A defendant in a nonjurisdictional court, by contrast, could waive the right to raise a first-to-file argument if it doesn’t assert the challenge in the earliest stages of litigation.
Outside Evidence Vs. Complaint Only
A Massachusetts district court ruled in August 2016 that Robert Cunningham should receive a $34 million share of a $227 million settlement as the first whistleblower to file fraud claims against Millennium Laboratories Inc.
The litigation alleged that Millennium defrauded federal health-care programs by ordering unnecessary medical tests.
The district court said the first-to-file rule was jurisdictional, which allowed it to consider materials Cunningham provided to the government in a disclosure statement.

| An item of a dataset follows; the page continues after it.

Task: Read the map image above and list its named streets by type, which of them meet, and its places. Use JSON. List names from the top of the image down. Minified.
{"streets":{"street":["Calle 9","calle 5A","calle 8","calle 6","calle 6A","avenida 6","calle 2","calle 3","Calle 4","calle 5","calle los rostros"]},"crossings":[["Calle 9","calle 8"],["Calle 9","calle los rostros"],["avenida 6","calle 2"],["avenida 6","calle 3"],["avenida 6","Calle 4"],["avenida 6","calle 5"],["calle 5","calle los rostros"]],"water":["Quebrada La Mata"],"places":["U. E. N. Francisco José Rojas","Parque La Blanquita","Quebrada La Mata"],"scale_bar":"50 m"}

But the First Circuit reversed, ruling that a May 2015 Supreme Court decision discussing the rule didn’t speak of it in jurisdictional terms, and neither statutory text, nor context, nor legislative history suggested the rule should be viewed that way.
The appeals court’s conclusion that the rule was nonjurisdictional required the court to restrict its examination to the contents of Cunningham’s complaint to see if he, or another whistleblower, Mark McGuire, filed first.
After so limiting the first-to-file inquiry, the First Circuit decided that the two complaints didn’t allege similar frauds. McGuire was the first whistleblower to file a claim that included the essential elements of the fraud the government pursued, the First Circuit said. As such, he was entitled to the $34 million recovery.
The D.C. and Second circuits also have concluded the rule is nonjurisdictional. The Fourth, Fifth, Sixth, Ninth, and Tenth circuits have said the rule is jurisdictional.
‘Unworkable Mess’ but Defendant Friendly
The First Circuit has adopted the “saner” approach, Thomas said.
In jurisdictional circuits, like the Fourth Circuit, whistleblowers can and will try to point to communications and interactions with the government, like phone calls and meetings, to argue that they alerted the government to fraud first, he said.
“Once you look past the four corners of a complaint, its an unworkable mess. It is an invitation for unscrupulous litigation. If you are a week behind another whistleblower, you will move heaven and earth to point out how you were really first,” Thomas said.
“If the First Circuit had affirmed the district court, whistleblowers and their attorneys would be encouraged to look back at who said what and when, and repackage arguments. The fights would be almost limitless,” he said.
But companies accused of fraud may actually prefer to litigate in jurisdictional courts. They can raise first-to-file challenges at any time in a case, even if the case has advanced to trial and is being litigated at the appeals court level.
“This is important because a defendant might not even know there is a case against it,” Ward said. “Cases can be under seal for a long time. Being able to raise a challenge at any time really does matter.”
“In nonjurisdictional circuits, you can definitely jeopardize the right to raise a first-to-file challenge if you fail to include it in the first pleading in response to a complaint,” Ward said. “It may be possible to raise a challenge later, but you certainly risk waiver. And if a case has proceeded to trial, at that point, you have definitely waived the right.”
Courts can look at evidence more broadly in jurisdictional courts, Ward added.
“It cuts both ways, but defendants generally want to be able put more facts in front of the court to argue that a whistleblower wasn’t the first to file because someone else’s complaint already put the government on notice about alleged fraud,” he said.
“It’s not universally true, but generally, if you are a whistleblower trying to fend off others, you probably want to limit the scope of inquiry,” Ward said.
Defendants may also have an advantage in jurisdictional courts because those courts don’t necessarily have to accept facts in a complaint as true for purposes of a motion to dismiss on jurisdictional grounds, he said.